Em 590 d.C. o papa Gregório I instituiu a festa do Carnaval no calendário eclesiástico. Suportado com certa tolerância pela Igreja (no século XV, o papa Paulo II foi uma das figuras religiosas mais tolerantes à prática do Carnaval, permitindo que se realizassem comemorações na Via Ápia, rua próxima ao seu palácio), o Carnaval tornou-se uma das poucas festas que mantiveram suas origens pagãs após indexação católica, restringindo-se aos dias que antecedem o início da Quaresma. (Em contraste com a Quaresma, tempo de penitência e privação, os três dias do Carnaval são chamados "gordos" - em especial a terça-feira, conhecida como terça-feira gorda; em francês, Mardi Gras). "Quando o cristianismo chegou, já encontrou as festas, ditas orgiásticas, em uso nos povos. Por seus caracteres libertinos e pecaminosos, foram a principio condenadas pela Igreja Católica. Teólogos, doutores e papas da Igreja, como São Clemente de Alexandria (escritor e doutor da Igreja - 150-213 d.C), Tertuliano (teólogo romano, Cartago -155-216 d.C, grande pensador polemista dos primeiros séculos da Igreja, combateu tenazmente o relaxamento dos costumes); São Cipriano (Bispo e mártir; padre da Igreja latina, Cartago, iniciado no século III. Foi decapitado por ocasião das perseguições de Valério); Inocêncio II (Papa, Roma - 1130-1140), entre outros, foram contra o carnaval." (1)

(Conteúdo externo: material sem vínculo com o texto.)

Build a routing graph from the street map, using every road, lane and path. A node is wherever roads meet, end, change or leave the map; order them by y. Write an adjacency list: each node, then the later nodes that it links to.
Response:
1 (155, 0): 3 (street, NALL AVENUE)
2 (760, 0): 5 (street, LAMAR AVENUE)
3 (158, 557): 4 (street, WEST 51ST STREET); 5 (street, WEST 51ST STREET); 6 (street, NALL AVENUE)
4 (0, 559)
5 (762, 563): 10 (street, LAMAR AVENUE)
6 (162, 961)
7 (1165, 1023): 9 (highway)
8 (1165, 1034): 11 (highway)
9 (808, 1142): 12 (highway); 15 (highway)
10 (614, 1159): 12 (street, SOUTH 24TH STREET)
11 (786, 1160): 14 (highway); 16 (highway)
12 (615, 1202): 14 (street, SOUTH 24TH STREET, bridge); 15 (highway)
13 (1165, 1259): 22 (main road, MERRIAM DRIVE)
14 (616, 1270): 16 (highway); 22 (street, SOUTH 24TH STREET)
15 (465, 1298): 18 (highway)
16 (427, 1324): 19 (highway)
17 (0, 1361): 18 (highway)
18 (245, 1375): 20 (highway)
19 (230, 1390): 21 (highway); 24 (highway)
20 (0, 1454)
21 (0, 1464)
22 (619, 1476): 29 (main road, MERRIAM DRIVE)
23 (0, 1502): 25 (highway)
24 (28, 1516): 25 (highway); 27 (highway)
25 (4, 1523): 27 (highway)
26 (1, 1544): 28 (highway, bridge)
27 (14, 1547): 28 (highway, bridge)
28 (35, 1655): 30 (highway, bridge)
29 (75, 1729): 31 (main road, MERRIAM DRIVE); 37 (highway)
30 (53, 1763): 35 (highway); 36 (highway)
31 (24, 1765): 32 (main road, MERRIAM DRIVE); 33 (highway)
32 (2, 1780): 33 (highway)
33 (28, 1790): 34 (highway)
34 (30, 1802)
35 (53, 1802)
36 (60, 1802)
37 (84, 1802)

Em um artigo para a revista História Viva #35 (Dezembro, 2011) o romancista francês Édouard Brasey conta que na noite de 1º de janeiro de 1091, Walchelin, um jovem clérigo que servia na igreja de Bonneval, França, teria testemunhado um imenso exército, reconhecendo pessoas recentemente falecidas que não haviam tido tempo de se arrepender de por seus crimes. Segundo ele, a tropa era negra e cuspia fogo. Walchelin teria então interpretado que essa horda apavorante de almas seria a famosa lenda da tropa Hellequin. Walchelin teria assistido "ao desfile de cortesãs da cavalaria, colocadas sobre celas cheias de pregos incandescentes. Esses pregos em brasa feriam-lhes as nádegas e, horrivelmente atormentadas por essas picadas e esses ferimentos, elas gritavam: 'Ai de mim!' 'Ai de mim!', e confessavam diante de todos os pecados pelos quais sofriam tais castigos." Brasey ainda afirma que "o grupo liderado por Hellequin, na pena do monge cristão, não seria portanto senão uma 'caçada ao diabo', no qual os pecadores impenitentes eram arrastados depois de sua morte para expiar seus crimes." Como forma de aumentar o número fiéis através de conversões em massa ao catolicismo, "o espetáculo servia de advertência aos vivos que não se arrependessem a tempo", completa. 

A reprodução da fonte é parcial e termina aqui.